In the “Old West”, barbed wire fences were often cut to allow trailing droves of cattle through. In the “New West,” livestock fencing is being marked to help reduce collisions for sage grouse and other wildlife.
Sage grouse are especially at risk of hitting fences that are close to established leks, spring courtship dancing grounds, where males usually fly in the dark to gather. The flatter the landscape, the harder it is for the grouse to see the fences. In the most at-risk landscapes, biologists estimate an average of one collision for every mile of fence.
Through the Sage Grouse Initiative (SGI), USDA’s Natural Resources Conservation Service (NRCS) is working with ranchers to improve habitat for sage grouse, an at-risk bird considered for listing under the federal Endangered Species Act. To date, NRCS has funded $296.5 million nationwide to restore and conserve sage grouse habitat.

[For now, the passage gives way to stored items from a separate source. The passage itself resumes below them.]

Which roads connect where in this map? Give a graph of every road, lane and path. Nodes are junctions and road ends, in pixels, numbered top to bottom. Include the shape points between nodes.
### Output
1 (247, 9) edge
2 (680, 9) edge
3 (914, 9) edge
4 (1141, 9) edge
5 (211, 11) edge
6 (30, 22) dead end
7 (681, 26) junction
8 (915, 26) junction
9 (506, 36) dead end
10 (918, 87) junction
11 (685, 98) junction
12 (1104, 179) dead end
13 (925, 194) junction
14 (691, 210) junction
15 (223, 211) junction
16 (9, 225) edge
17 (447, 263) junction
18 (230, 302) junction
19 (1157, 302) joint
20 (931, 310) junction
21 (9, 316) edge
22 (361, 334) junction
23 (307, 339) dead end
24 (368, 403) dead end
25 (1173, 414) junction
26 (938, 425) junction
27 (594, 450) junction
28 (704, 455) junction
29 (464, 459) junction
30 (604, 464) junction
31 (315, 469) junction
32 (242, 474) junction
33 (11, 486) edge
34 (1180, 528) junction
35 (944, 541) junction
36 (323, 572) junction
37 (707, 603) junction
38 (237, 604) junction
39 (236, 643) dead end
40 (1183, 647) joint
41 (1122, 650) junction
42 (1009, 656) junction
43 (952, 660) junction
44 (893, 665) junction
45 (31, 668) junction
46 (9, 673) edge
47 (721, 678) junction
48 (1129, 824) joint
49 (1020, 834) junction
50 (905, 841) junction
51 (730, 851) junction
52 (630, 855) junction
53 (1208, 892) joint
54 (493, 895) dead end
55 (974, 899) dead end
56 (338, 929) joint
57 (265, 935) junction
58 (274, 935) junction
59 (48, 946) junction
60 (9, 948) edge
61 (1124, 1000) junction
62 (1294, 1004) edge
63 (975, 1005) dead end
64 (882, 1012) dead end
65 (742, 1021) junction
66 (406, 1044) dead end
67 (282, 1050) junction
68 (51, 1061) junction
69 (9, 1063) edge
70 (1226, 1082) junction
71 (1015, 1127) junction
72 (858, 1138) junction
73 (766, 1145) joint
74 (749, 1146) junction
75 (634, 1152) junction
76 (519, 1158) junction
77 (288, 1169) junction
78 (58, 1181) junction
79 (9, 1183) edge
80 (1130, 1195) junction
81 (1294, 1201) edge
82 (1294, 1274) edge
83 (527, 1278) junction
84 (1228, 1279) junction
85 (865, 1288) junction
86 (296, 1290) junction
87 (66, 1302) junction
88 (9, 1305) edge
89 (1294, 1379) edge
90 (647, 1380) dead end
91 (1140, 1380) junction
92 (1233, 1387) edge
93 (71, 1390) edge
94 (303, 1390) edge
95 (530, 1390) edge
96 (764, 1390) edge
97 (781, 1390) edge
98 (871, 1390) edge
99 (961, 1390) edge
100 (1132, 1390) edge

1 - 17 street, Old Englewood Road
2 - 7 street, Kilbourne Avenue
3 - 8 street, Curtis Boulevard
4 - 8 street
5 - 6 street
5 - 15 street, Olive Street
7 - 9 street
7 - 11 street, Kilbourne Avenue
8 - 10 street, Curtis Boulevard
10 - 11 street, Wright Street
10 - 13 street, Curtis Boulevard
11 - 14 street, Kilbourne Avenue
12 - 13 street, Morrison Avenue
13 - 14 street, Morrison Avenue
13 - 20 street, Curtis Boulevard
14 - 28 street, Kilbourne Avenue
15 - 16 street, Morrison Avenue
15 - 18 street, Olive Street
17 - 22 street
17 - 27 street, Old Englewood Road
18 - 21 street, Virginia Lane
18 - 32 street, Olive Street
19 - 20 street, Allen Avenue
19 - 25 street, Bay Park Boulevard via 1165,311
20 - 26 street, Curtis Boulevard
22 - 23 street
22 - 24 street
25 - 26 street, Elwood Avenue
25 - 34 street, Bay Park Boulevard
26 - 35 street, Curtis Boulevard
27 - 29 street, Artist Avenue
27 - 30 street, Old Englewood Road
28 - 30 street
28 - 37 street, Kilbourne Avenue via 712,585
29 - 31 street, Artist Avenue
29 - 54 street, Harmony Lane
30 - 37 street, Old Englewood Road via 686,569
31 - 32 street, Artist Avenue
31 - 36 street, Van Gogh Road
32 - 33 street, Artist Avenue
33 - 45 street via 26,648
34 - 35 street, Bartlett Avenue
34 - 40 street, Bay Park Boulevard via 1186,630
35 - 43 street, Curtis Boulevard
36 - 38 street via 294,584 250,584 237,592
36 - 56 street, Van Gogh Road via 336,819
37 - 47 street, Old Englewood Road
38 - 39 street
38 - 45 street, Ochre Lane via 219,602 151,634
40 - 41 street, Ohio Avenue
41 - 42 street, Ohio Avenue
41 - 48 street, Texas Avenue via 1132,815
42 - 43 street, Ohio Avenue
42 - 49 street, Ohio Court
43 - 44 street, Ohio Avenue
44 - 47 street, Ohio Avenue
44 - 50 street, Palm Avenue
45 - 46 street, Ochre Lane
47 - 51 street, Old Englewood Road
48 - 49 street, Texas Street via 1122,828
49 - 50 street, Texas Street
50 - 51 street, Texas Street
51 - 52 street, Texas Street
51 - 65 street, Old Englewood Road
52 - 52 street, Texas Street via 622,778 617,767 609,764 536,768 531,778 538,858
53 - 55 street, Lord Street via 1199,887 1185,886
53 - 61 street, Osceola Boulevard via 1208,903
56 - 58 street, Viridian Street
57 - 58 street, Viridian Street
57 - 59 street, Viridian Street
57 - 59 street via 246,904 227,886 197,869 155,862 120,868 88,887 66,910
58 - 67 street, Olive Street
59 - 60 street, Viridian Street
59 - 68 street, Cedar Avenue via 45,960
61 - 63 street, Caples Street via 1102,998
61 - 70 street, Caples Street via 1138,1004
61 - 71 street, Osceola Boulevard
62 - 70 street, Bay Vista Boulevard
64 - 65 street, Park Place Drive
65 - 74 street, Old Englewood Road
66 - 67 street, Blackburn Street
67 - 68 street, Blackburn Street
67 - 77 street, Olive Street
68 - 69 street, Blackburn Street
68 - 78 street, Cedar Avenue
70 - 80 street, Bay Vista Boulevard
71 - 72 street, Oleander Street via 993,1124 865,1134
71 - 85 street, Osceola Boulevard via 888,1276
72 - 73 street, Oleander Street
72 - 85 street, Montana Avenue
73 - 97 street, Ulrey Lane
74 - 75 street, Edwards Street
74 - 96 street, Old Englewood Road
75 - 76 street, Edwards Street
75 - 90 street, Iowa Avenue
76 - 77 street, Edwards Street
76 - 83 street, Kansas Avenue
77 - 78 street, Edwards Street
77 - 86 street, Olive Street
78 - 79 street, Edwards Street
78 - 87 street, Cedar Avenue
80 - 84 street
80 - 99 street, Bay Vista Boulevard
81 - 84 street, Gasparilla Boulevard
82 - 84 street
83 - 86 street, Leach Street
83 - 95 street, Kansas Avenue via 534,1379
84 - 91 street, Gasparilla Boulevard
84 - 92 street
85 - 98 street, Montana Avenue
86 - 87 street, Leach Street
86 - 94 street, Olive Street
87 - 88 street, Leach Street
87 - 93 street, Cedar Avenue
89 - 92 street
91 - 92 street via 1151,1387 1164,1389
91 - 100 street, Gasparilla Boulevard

In Utah, sage grouse efforts are being amplified even further through partnerships. NRCS encourages a variety of conservation practices to improve habitat for sage grouse, including marking fences.
NRCS purchased enough clip-on plastic reflective fence markers for 138.5 miles of fence lines in Utah and provided them free to people and organizations willing to volunteer their time to install them on private lands.
Once the project was announced, conservation partners, such as the Mule Deer Foundation, Utah Dedicated Hunters, conservation districts and the Utah Division of Wildlife Resources, helped round up volunteers that included local boy scouts, hunters, university students and private landowners.
NRCS Utah State Conservationist Dave Brown was sure Utahns — known for their volunteerism — would be willing to complete the task, and he was right. Last year, more than 70 volunteers spent 279 hours installing 250,000 fence markers on nearly 138.5 miles of fence lines.
Recent research shows these fence markers can help reduce sage grouse fence collisions by 83 percent. With the permission of private landowners, volunteers placed a mixture of red and white markers on the top wire of fences. White markers are seen well by grouse in summer, while red contrasts with winter snow.
Published estimates report a six-fold decline in collisions along marked versus unmarked fences. Using these rates, the SGI’s fence-marking efforts across the 11-state range, including Utah, are preventing 2,600 fence collisions annually, which is more than twice the number of males counted annually on leks in Washington, North Dakota, South Dakota and Canada combined.
To help determine the correct three-inch placement of markers, a fence collision risk tool was developed and is used by wildlife agencies and federal biologists to define areas near leks where placement of the fence markers would be most effective.